Zito’s didn’t make “artisan” bread or the Italian loaves currently in fashion, like
pane pugliese
,
ciabatta
, or
filon
e. At the counter, the clerks would simply ask, “White or wheat?” The bread wouldn’t win any contests, for the crumb had an even and spongy texture that felt like a concession to squishy American bread. But the crust crackled and the entire package was perfect for mopping up spaghetti sauce. So why wax on about it, when its memory would unlikely make any top-ten great bread lists? Like many foods that sustained generations of immigrants, these neighborhood bakeries defined bread for me when I was growing up. This wasn’t plastic packaged supermarket bread, nor was it the denser whole wheat bricks from health food stores. It was the bread of immigrants: Italian breads with sesame seeds, chewy bagels, flavorful ryes, even steaming hot pita coming right out of the brick ovens run by Arabs in Brooklyn. It was all just good, fresh bread from the oven. It wasn’t artisanal and it wasn’t a movement.

 • • • 

 

W
hen I moved to Washington, D.C., in the mid-1990s, artisan bread was starting to become popular. I knew little of the topography of the capital’s culinary scene, though I began to think about bread in a way I hadn’t before. That is, I actually began to think about it. When bread’s available, a part of a daily or weekly habit, you don’t really bother. But when it’s absent, the mind begins to work: Where is it? Who makes it? Where can I get it? Such musings, in times of intense shortages, have led to events like the French Revolution or the Arab Spring. Yet, as far as I could tell, amid the surfeit of steak houses in the capital, there was little great bread to be had and there hadn’t been so much as a protest, never mind a revolt. Bread, it seemed, lacked a constituency.

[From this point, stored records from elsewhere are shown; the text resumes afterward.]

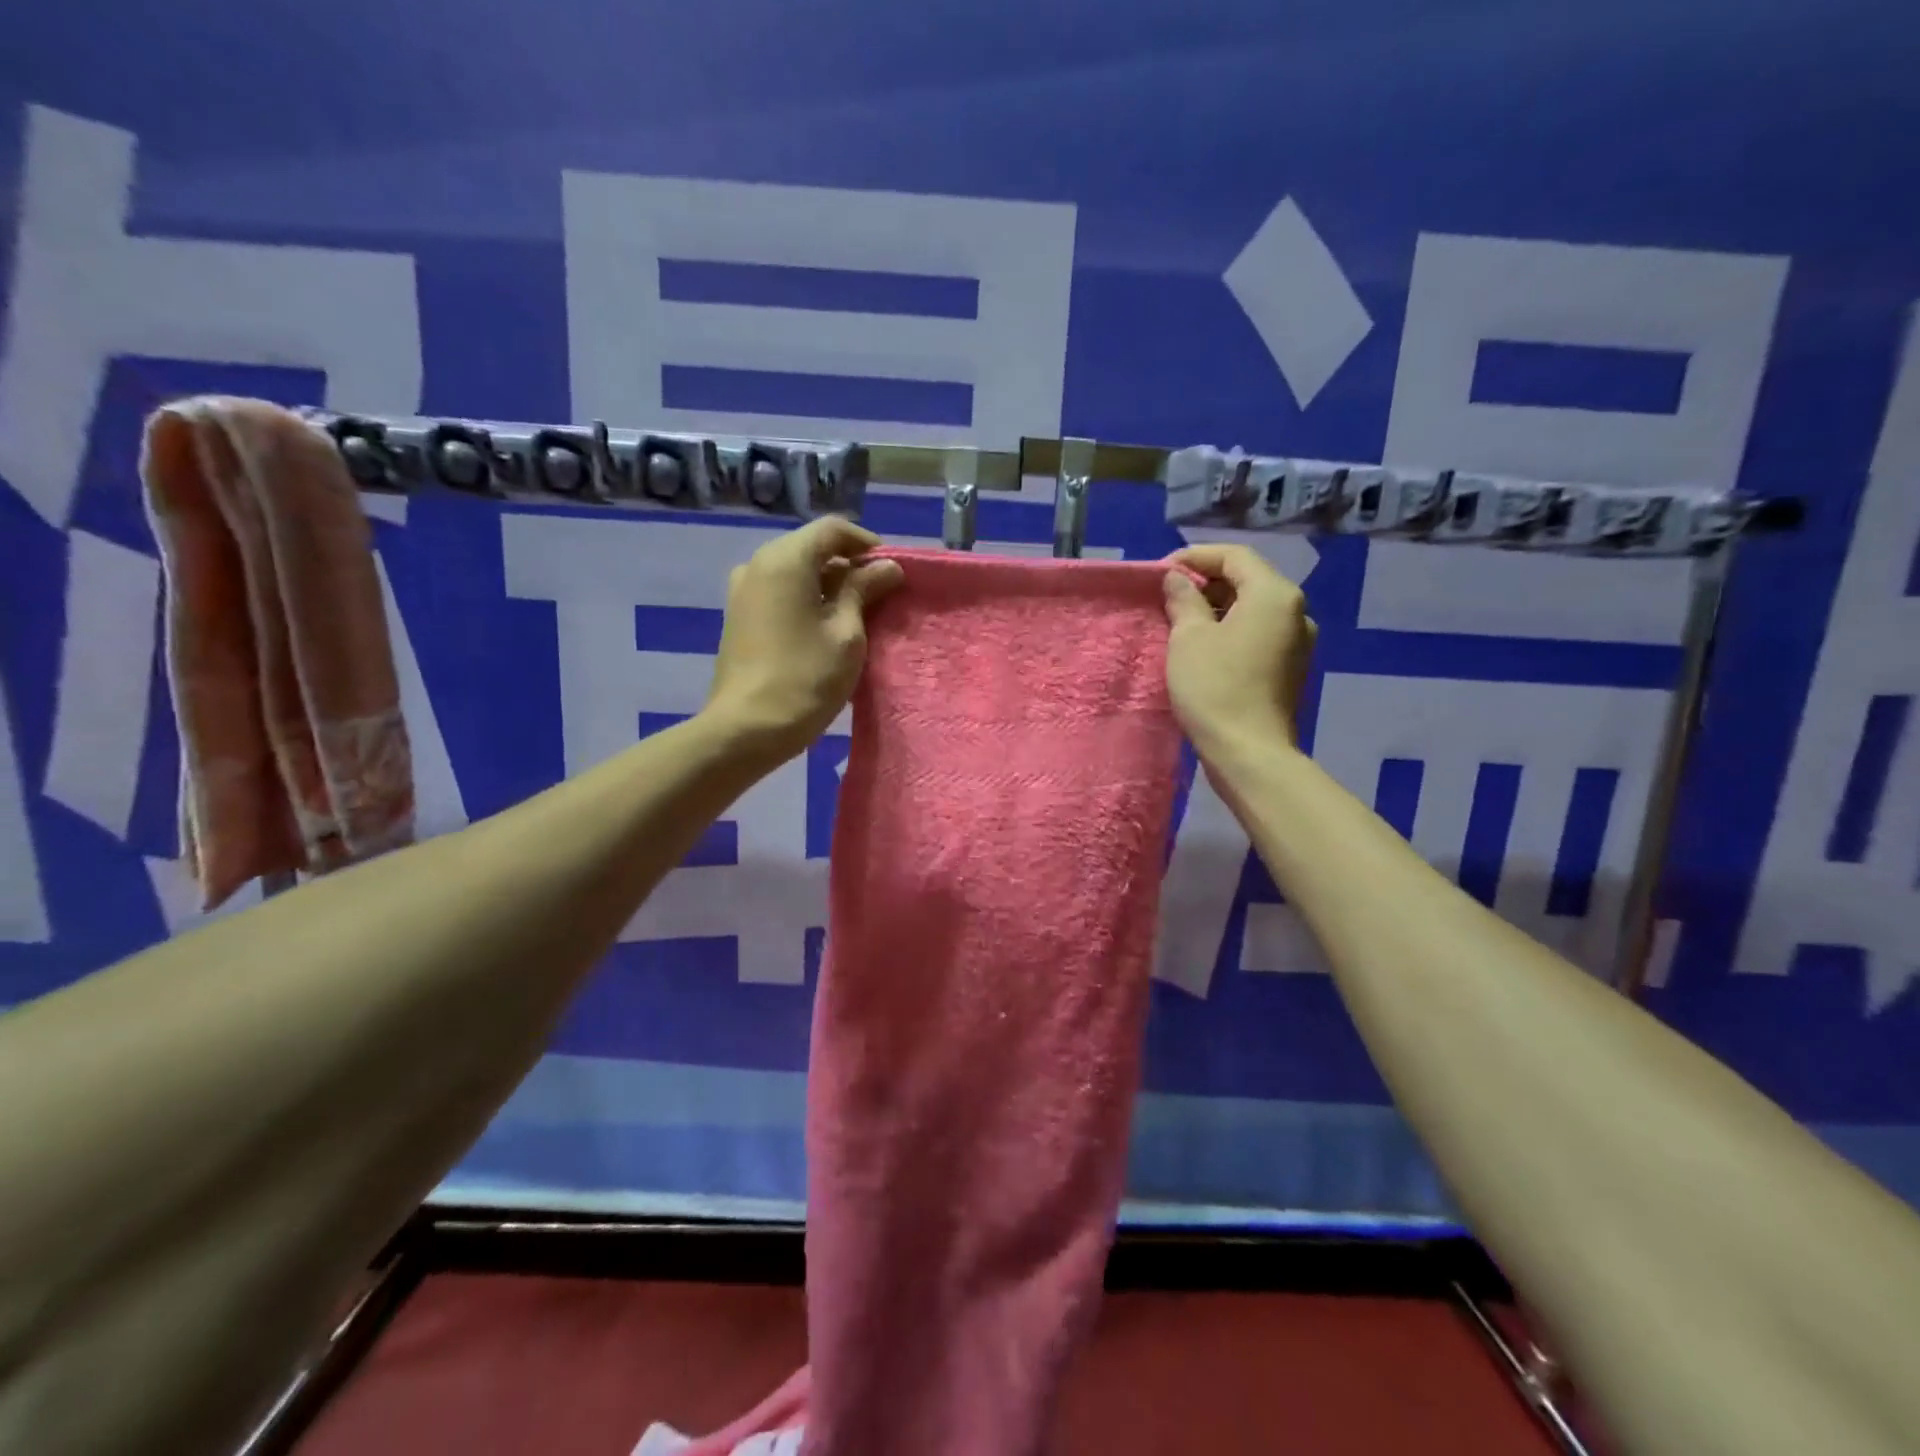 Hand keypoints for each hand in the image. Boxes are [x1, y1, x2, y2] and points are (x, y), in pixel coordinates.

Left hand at [705, 517, 904, 764]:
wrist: (747, 729)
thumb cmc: (805, 678)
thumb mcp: (846, 634)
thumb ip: (864, 591)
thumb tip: (886, 567)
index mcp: (785, 559)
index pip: (833, 529)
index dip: (867, 545)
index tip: (892, 574)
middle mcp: (758, 563)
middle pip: (812, 547)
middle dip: (848, 566)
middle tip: (880, 597)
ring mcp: (743, 590)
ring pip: (796, 571)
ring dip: (828, 585)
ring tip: (856, 616)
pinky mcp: (739, 616)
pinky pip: (780, 592)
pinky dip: (806, 600)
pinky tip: (825, 629)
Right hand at [1162, 544, 1316, 755]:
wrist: (1249, 752)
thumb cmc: (1215, 688)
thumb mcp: (1189, 638)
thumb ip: (1184, 600)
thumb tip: (1177, 579)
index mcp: (1274, 595)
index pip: (1234, 556)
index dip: (1195, 556)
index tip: (1162, 570)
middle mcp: (1295, 611)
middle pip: (1248, 579)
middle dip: (1207, 581)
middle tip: (1168, 594)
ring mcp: (1297, 641)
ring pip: (1254, 607)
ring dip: (1218, 606)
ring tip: (1181, 618)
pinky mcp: (1290, 667)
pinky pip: (1259, 632)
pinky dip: (1232, 628)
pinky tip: (1205, 644) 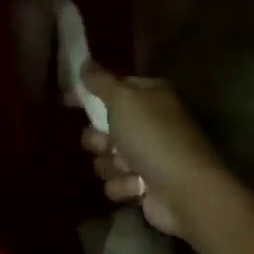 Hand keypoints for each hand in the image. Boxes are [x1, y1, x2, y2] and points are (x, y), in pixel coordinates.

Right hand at [79, 64, 235, 239]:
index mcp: (150, 96)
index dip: (90, 95)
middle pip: (103, 126)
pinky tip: (138, 186)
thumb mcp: (123, 100)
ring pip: (105, 157)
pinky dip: (124, 185)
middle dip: (99, 139)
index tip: (68, 101)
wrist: (185, 191)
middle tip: (108, 143)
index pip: (113, 88)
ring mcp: (148, 156)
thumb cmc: (153, 137)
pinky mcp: (144, 186)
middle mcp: (149, 123)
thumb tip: (85, 63)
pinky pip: (116, 182)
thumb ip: (100, 81)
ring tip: (128, 168)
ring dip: (111, 164) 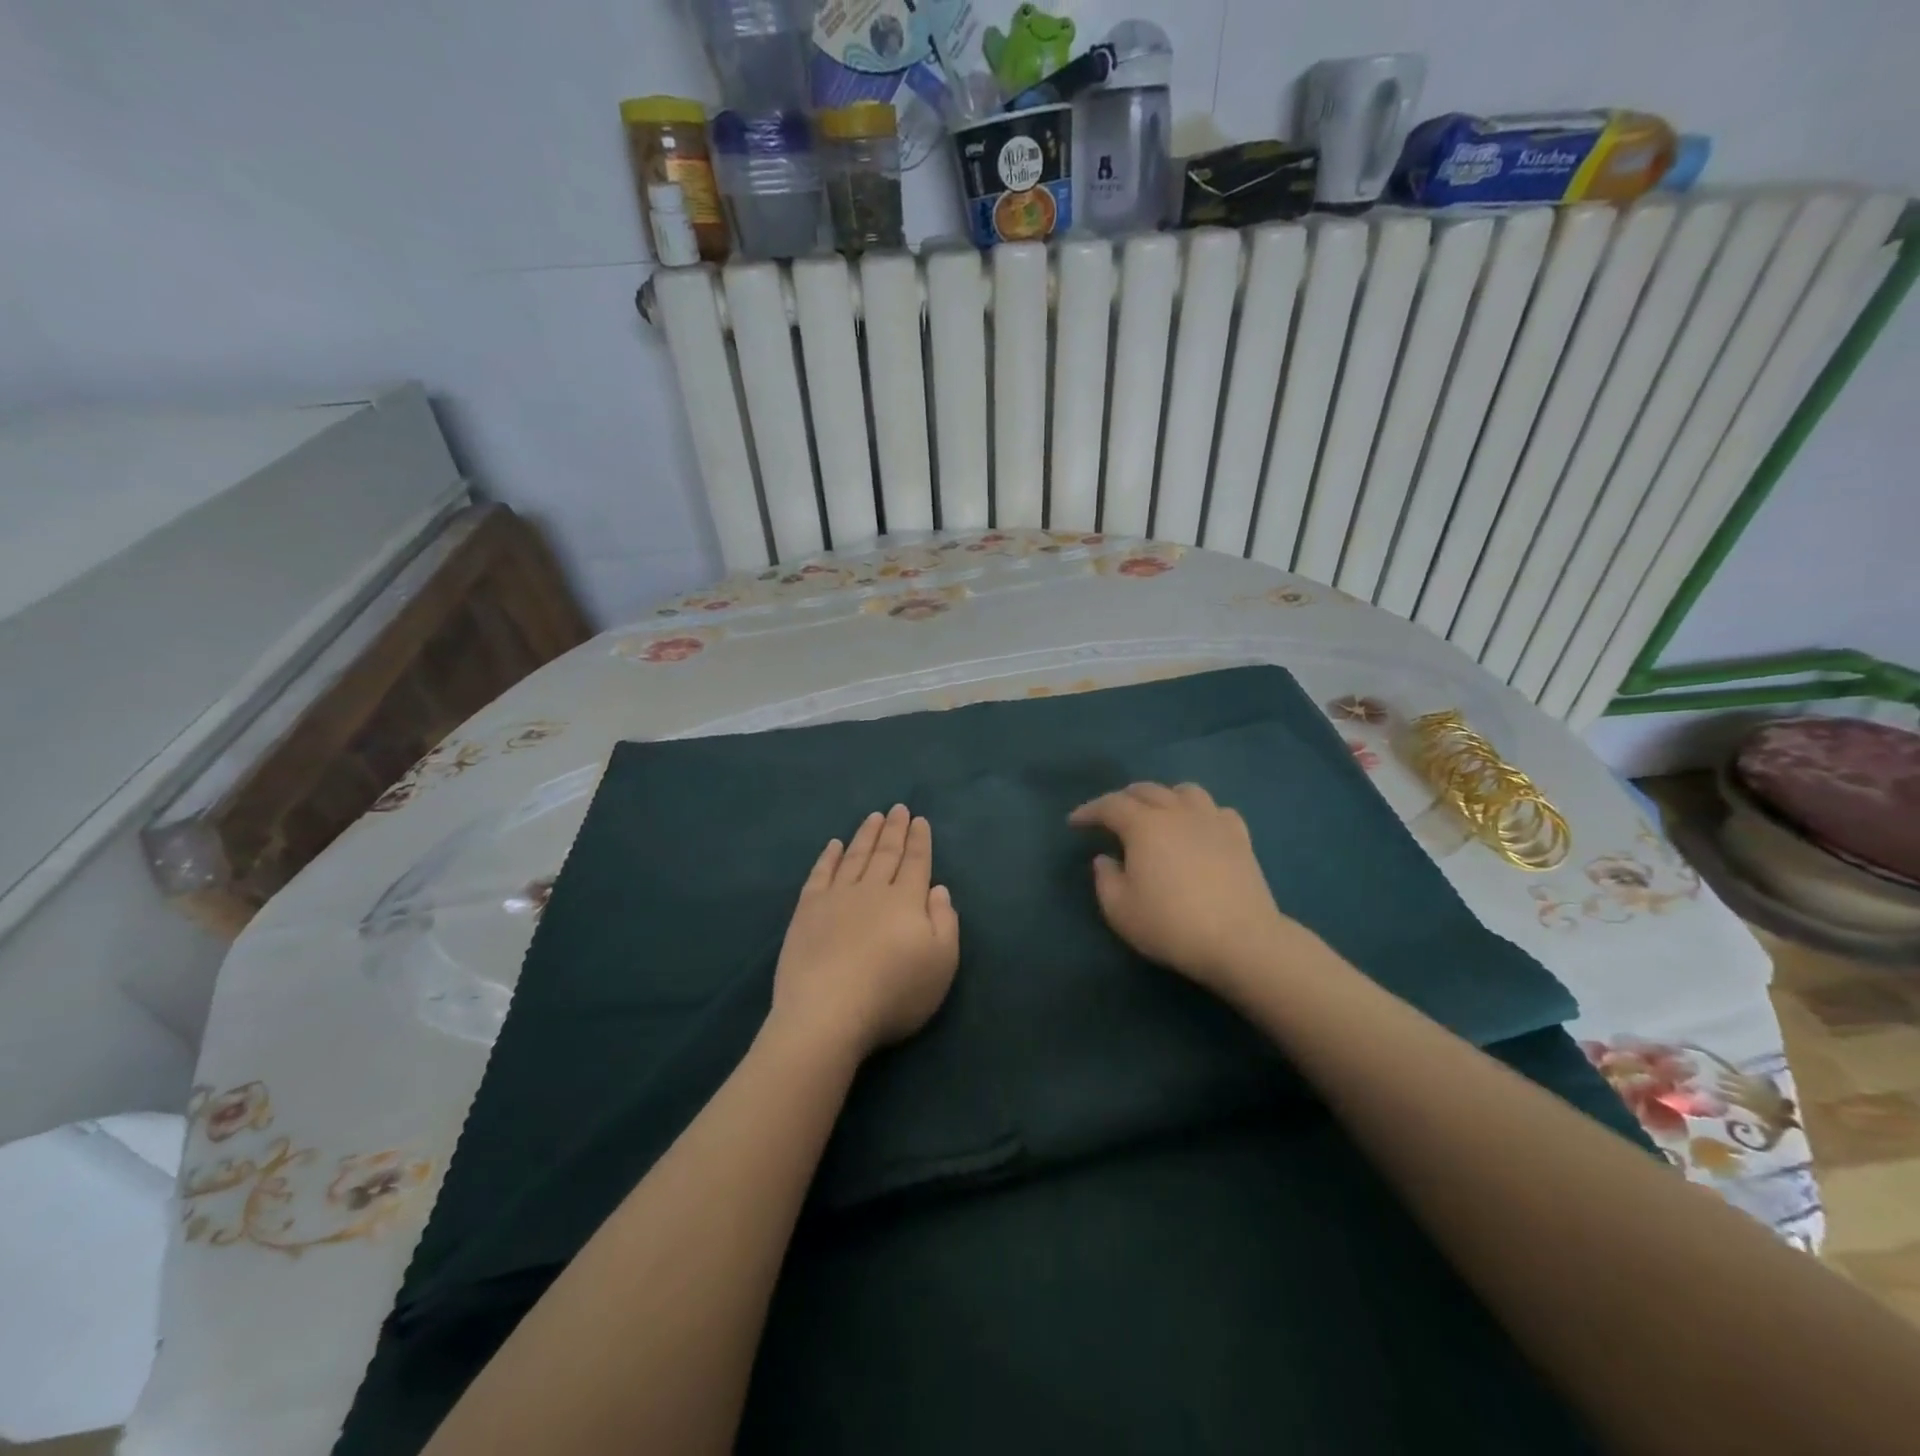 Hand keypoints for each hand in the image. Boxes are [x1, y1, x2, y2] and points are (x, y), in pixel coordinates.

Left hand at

The bagel chains had arrived and left their mark on the town in the form of soft, doughy concoctions filled with sweeteners and blueberries. Aside from Uptown Bakers, a notable wholesale operation, with few stores, there was little to remark upon. Mark Furstenberg, a rare local baker of renown, known for his crusty and critical mien, was between ventures. He hadn’t yet opened what later became a favorite haunt of mine, Breadline, a bustling luncheon joint near the White House that featured house-made bread. In the meantime, I was stuck with other passable loaves that took a lot of effort to buy. When I finally met up with Furstenberg years later, he had an explanation for D.C.’s lackluster loaves. The city, he told me, didn’t have a great tradition of bread because it didn’t have a strong base of immigrants, like New York, Chicago, San Francisco, even Baltimore. What Washington had instead were lobbyists, the federal government, and big wholesale bakeries that fed the restaurants, grocery stores, and numerous hotels. A popular sandwich joint, Taylor, which opened a decade after I arrived, even trucked its trademark sesame loaves all the way from Philadelphia, though, facing one too many breakdowns of its van on I-95, it finally prevailed on a local bakery to make the bread instead. Aside from Breadline, which Furstenberg owned and ran for several years, there wasn’t a single notable bakery in town where the bread was baked in the back and sold in the front.

Now, for most people, this isn’t an issue; an absence not even worth remarking upon, if it is noticed at all. For many, bread is an afterthought, even though globally it provides
one fifth of humanity’s calories
and is the highest source of protein—yes, we get more protein from wheat than meat. Half of the world’s poor depend on wheat as their main source of nutrition. But in the part of the world where we live, the gluten-intolerant and the carb-phobic seem to be far more aware of wheat than the rest of us who blindly consume the stuff. For me, though, probably because of my upbringing, bread never was simply an afterthought. I was always on the prowl for a good loaf, the best pizza, or the freshest handmade pita, but I had never even thought about making bread myself—that is, until I was confronted with its absence. I decided to give it a go.